At present, many open source products in the company have withstood the test of time, and then stripped business logic and sensitive code, and then open source contribution to the community. The advantage of this is that open source products are relatively mature. But the shortcomings are unavoidable, mainly:

    1. Lack of follow-up support. The product has met the company's business scenario needs, the lack of follow-up momentum. Documents and support are also relatively small, even in situations where documents and code are out of sync.
    2. Coupled with the company's business scenario is more serious. Most of the framework products are designed to solve specific problems. For example, some companies may not need a table, and some companies only need to support several sharding strategies.
    3. Open source is incomplete. Parts that are tightly coupled with the company's business will not open source.
    4. Lack of viscosity. The more-formed project is difficult to expand or modify the core logic because of its many functions and complex code structure. If the test coverage is not enough, it is difficult to guarantee the modified code quality. The above series of problems will lead to the low viscosity of the project to the community, it is difficult to find a cooperative development of volunteers.
    5. Many branches are difficult to maintain. Since open source after the company lacks the power of continuous improvement, and the company has little relation to the needs of the function is not paid attention, leading to the development of the company's own branch. Although the open source project initially injected fresh ideas into the community, it did not ultimately absorb the essence of the community. such as: Dubbo The emergence of a considerable amount of attention, and companies have their own version, such as when the Dubbox, but ultimately Dubbo and not sustainable development.

We consider a new open source strategy that will be promoted both to the community and when the SHARDING-JDBC has just finished its first edition. The benefits of doing this are:

    • Follow-up support is complete. Sharding-jdbc with when the internal ground is bound, will be when the internal and the community to provide support at the same time. While it is not possible to provide community demand priority over when internal commitments are made, we will take into consideration the community and internal needs, with a higher perspective, as much as possible to integrate and optimize the upgrade route.
    • Full open source. The snapshot version of the code will appear first on GitHub.
    • Common development. SHARDING-JDBC current code is simpler. Make it easier for community open-source enthusiasts to understand the code core and lay the groundwork for future sustainable development. And SHARDING-JDBC also absorbs the essence of the community, allowing more enthusiasts to participate in the code contribution.
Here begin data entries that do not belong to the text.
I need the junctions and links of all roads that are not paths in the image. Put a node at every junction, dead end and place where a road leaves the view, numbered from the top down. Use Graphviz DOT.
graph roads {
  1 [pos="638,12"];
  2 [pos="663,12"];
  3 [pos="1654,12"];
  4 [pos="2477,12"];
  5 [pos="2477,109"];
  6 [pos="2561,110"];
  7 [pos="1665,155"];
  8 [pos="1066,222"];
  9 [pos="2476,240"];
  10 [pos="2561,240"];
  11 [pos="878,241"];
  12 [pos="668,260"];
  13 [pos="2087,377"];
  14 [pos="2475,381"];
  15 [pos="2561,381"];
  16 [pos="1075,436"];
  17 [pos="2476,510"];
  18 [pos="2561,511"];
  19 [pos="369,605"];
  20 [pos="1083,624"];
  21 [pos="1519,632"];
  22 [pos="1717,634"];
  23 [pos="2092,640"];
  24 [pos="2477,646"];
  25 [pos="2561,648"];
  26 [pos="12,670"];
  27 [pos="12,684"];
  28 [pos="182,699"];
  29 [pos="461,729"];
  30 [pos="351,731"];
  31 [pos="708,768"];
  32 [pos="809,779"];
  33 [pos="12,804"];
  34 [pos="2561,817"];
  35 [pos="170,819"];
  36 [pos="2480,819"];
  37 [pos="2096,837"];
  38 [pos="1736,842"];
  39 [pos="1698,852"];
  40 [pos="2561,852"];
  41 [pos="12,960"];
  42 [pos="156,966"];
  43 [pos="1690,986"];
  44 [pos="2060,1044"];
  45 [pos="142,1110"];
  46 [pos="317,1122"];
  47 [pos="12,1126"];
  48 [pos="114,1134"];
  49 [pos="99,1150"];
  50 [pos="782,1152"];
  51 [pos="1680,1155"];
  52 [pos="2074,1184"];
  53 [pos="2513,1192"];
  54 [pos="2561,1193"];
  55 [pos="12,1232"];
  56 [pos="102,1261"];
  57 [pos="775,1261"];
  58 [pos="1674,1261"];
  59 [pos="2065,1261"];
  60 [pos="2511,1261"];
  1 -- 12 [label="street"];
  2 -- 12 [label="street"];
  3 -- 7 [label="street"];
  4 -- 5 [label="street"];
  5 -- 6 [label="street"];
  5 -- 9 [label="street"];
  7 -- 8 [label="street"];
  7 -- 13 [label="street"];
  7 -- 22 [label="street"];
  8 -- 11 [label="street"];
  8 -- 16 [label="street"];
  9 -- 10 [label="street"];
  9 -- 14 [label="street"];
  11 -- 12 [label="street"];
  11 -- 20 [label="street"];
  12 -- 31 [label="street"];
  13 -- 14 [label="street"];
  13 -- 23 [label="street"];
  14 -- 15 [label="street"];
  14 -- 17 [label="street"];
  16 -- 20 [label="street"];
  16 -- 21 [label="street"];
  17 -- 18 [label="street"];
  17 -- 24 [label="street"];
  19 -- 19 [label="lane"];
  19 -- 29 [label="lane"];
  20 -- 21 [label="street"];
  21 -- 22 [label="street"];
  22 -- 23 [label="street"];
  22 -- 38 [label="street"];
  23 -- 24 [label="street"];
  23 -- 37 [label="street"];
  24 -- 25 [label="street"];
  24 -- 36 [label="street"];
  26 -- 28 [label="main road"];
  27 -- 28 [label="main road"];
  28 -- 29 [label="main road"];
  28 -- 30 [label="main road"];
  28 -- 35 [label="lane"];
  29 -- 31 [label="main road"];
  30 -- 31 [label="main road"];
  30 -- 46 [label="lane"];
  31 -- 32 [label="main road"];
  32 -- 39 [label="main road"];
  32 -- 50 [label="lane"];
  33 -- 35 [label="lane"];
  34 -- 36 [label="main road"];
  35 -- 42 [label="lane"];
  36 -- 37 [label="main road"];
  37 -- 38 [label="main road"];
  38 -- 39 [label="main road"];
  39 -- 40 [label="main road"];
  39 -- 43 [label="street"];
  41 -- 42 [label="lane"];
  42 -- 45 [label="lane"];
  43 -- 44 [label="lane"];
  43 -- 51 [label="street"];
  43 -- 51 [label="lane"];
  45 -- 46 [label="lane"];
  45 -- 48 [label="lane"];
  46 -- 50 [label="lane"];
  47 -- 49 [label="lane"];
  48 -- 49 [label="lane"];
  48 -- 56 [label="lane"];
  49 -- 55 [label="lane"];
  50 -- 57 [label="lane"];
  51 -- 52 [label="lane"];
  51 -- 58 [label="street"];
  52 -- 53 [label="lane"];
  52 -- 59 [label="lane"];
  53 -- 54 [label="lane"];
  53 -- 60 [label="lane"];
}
Finally, it is necessary to clarify that SHARDING-JDBC is not a bug pile, completely unavailable project. The current test coverage is over 90%, the detailed features and unsupported items are clearly listed in GitHub's documentation, hoping to keep users in the clear.

Sub-Library sub-table middleware Sharding-jdbc

Contact Us

The content source of this page is from Internet, which doesn't represent Alibaba Cloud's opinion; products and services mentioned on that page don't have any relationship with Alibaba Cloud. If the content of the page makes you feel confusing, please write us an email, we will handle the problem within 5 days after receiving your email.

If you find any instances of plagiarism from the community, please send an email to: info-contact@alibabacloud.com and provide relevant evidence. A staff member will contact you within 5 working days.

A Free Trial That Lets You Build Big!

Start building with 50+ products and up to 12 months usage for Elastic Compute Service

  • Sales Support

    1 on 1 presale consultation

  • After-Sales Support

    24/7 Technical Support 6 Free Tickets per Quarter Faster Response

  • Alibaba Cloud offers highly flexible support services tailored to meet your exact needs.